JOHN R. TUNHEIM, Chief Judge United States District Court

Plaintiffs Matthew Lusk and St. Clair County Employees’ Retirement System (“St. Clair”) (collectively “Plaintiffs”) are former shareholders of defendant Life Time Fitness, Inc. (“Life Time”). This litigation relates to the purchase of Life Time by defendants Leonard Green & Partners L.P. (“LGP”), TPG Capital, L.P., and LKN Partners (collectively “Buyer Defendants”) in Spring 2015. Plaintiffs bring claims against Life Time; the individual members of its board of directors (collectively “Life Time Defendants”); the former CEO and founder of Life Time, Bahram Akradi; and the Buyer Defendants, alleging that they issued a false or misleading proxy statement prior to the buyout. Plaintiffs allege violations of §§ 14(a) and 20(a) of the Exchange Act, breach of fiduciary duty, and aiding and abetting a breach of fiduciary duty. All defendants now move to dismiss all claims.

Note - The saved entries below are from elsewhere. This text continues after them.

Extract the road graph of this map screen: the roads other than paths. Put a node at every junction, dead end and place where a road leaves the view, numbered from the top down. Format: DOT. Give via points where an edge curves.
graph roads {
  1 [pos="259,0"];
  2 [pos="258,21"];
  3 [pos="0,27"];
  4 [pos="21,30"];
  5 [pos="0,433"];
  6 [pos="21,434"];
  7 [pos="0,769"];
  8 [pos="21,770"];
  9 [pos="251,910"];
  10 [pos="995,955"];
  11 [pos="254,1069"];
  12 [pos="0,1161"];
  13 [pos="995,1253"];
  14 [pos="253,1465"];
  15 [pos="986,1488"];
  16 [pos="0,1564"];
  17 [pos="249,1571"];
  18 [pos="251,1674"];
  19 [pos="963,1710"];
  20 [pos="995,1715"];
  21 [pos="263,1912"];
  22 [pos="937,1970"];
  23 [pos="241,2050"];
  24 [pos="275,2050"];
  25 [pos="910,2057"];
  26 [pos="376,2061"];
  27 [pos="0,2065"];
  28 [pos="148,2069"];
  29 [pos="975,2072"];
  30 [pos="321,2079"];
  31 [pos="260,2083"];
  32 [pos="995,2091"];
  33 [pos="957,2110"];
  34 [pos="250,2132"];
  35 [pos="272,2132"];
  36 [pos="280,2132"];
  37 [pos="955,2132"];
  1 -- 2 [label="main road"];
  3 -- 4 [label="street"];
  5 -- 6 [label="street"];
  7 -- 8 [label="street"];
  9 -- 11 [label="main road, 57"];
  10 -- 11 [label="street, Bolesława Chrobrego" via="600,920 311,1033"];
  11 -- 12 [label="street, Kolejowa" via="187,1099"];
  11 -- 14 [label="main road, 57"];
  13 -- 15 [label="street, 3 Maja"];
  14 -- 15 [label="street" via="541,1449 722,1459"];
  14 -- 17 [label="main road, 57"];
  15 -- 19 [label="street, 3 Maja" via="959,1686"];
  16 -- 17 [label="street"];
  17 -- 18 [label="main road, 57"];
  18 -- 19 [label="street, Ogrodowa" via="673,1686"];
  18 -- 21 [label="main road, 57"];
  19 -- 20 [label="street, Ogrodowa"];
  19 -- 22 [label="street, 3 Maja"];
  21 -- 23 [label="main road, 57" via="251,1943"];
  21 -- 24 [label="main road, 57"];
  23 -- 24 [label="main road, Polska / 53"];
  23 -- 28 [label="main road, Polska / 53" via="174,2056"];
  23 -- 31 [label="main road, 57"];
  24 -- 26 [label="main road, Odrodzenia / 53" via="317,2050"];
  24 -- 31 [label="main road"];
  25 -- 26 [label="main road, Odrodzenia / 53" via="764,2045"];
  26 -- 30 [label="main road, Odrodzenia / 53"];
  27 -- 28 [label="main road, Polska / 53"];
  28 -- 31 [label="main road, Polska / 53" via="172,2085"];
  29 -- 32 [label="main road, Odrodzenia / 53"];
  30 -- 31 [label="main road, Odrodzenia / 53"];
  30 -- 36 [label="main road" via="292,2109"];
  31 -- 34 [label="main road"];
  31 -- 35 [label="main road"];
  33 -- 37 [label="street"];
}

Because Plaintiffs have not alleged a false or misleading statement in the proxy statement, the Court will dismiss their Exchange Act claims against all parties. The Court rejects the Life Time Defendants’ argument that the sale extinguished Plaintiffs’ right to bring a claim for breach of fiduciary duty and that statutory appraisal was Plaintiffs’ exclusive remedy, and therefore, the Court will deny the Life Time Defendants’ motion with regard to Plaintiffs’ breach of fiduciary duty claim. However, Plaintiffs have not alleged sufficient facts suggesting that the Buyer Defendants knew of and substantially assisted any breach of fiduciary duty, and thus the Court will dismiss Plaintiffs’ aiding and abetting claim against the Buyer Defendants. Accordingly, the Court will grant the Buyer Defendants’ motion in full, and grant in part and deny in part the Life Time and Life Time Defendants’ motion to dismiss.

BACKGROUND

I. FACTUAL BACKGROUND1

Life Time is a Minnesota corporation that operates a chain of health fitness cen[1125]*1125ters. (Am. Compl. ¶¶ 2, 12, Aug. 81, 2015, Docket No. 87.) Lusk and St. Clair were both holders of Life Time stock. (Id. ¶¶ 10-11.) Defendant Bahram Akradi founded Life Time in 1992, and he acted as its “Chairman of the Board, President and CEO.” (Id. ¶ 13.) The seven named individual defendants2 were members of Life Time’s Board of Directors. (Id. ¶¶ 14-20.) Plaintiffs allege that Life Time had built up substantial value in its real estate holdings; at the time of the buyout, “Life Time owned 70% of its 114 centers, and the majority of the owned properties had no mortgage attached.” (Id. ¶31.) In May 2014, Life Time’s real estate holdings were valued at $2.3 billion; however, Plaintiffs contend that this amount did not reflect the fair market value. (Id.)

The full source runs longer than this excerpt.